* Description of the task: Using the data below, gather each line that includes the word "above".

* Exercise input:
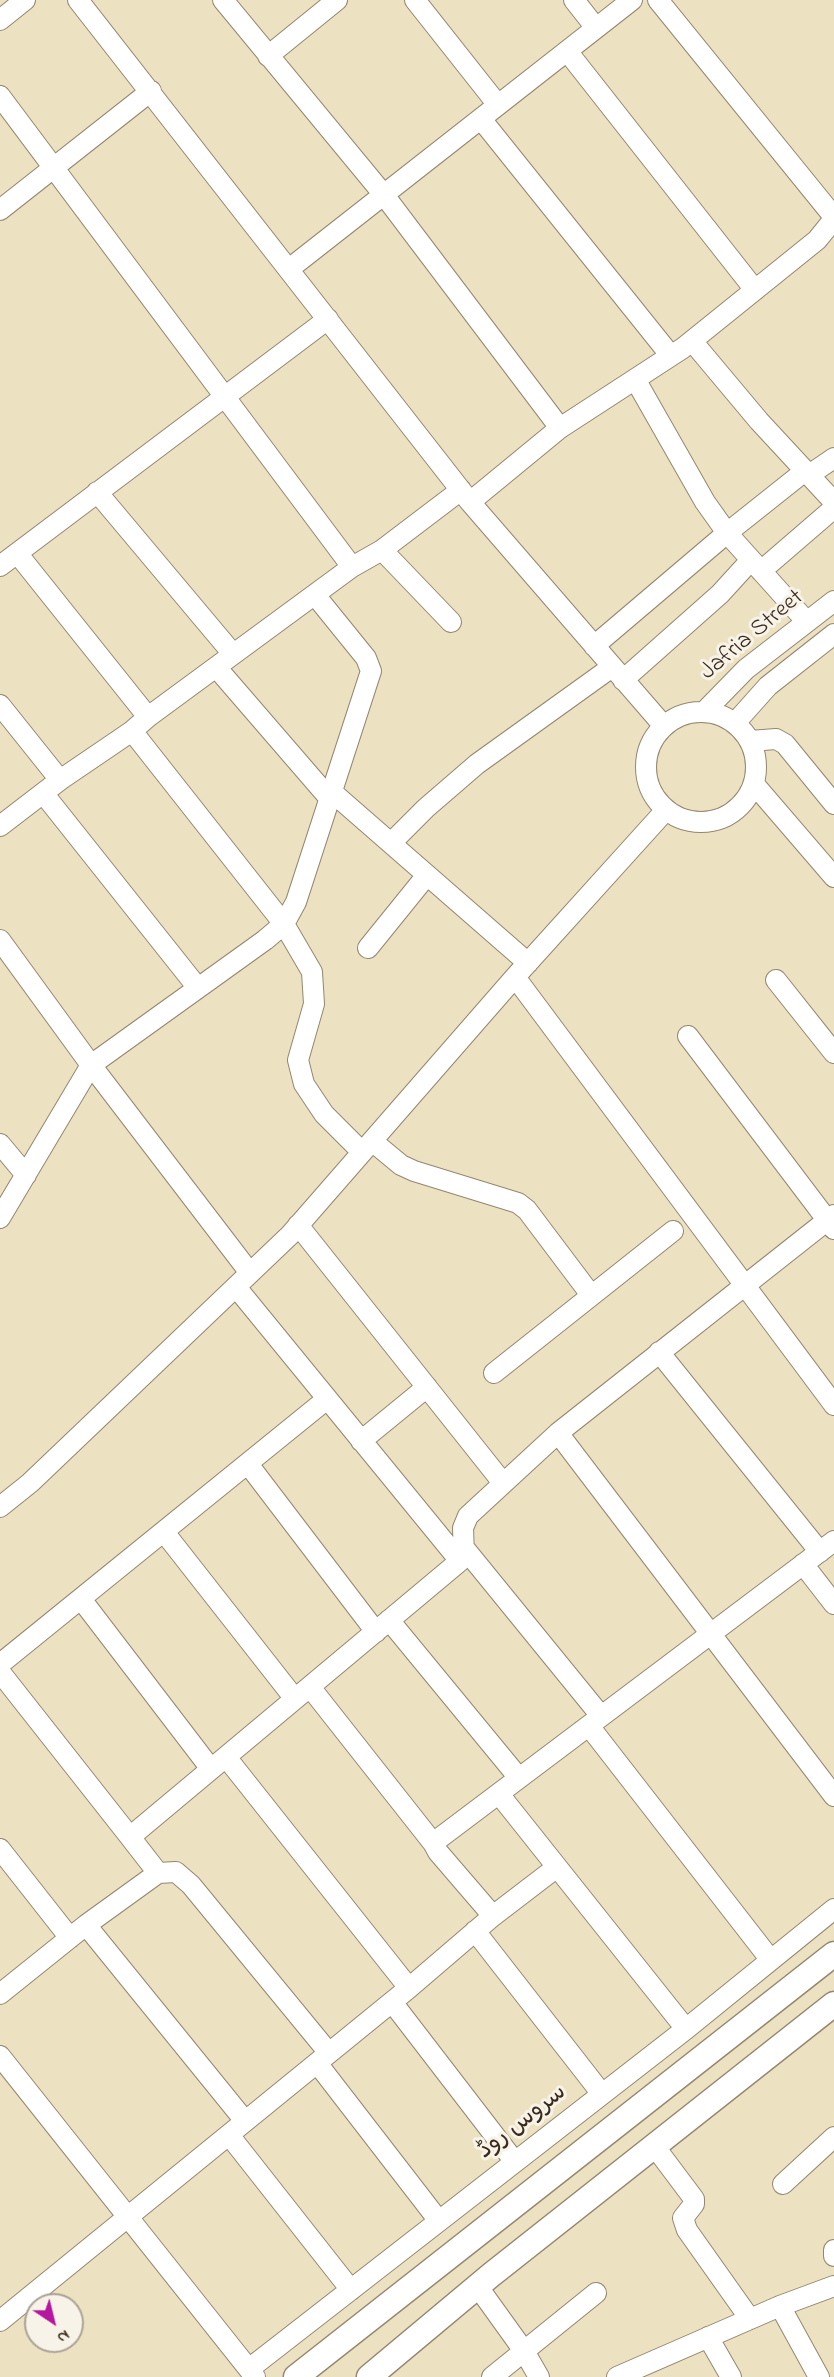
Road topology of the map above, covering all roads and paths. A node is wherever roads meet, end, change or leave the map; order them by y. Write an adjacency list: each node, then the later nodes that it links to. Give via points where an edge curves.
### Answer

...

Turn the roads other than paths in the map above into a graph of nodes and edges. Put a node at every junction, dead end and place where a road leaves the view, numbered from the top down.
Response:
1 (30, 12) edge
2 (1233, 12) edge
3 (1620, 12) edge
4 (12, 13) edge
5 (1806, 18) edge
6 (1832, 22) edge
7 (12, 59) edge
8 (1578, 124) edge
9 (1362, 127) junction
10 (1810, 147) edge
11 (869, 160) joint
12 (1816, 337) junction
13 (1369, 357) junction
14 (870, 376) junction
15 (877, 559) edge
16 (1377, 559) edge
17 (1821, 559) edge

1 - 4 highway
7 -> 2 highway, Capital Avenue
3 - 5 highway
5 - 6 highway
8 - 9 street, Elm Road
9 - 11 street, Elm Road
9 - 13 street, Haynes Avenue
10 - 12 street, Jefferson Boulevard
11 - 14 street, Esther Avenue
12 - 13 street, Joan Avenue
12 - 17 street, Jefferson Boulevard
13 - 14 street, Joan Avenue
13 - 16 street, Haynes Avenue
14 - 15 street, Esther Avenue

* Answer space:
Road topology of the map above, covering all roads and paths. A node is wherever roads meet, end, change or leave the map; order them by y. Write an adjacency list: each node, then the later nodes that it links to. Give via points where an edge curves.
Turn the roads other than paths in the map above into a graph of nodes and edges. Put a node at every junction, dead end and place where a road leaves the view, numbered from the top down.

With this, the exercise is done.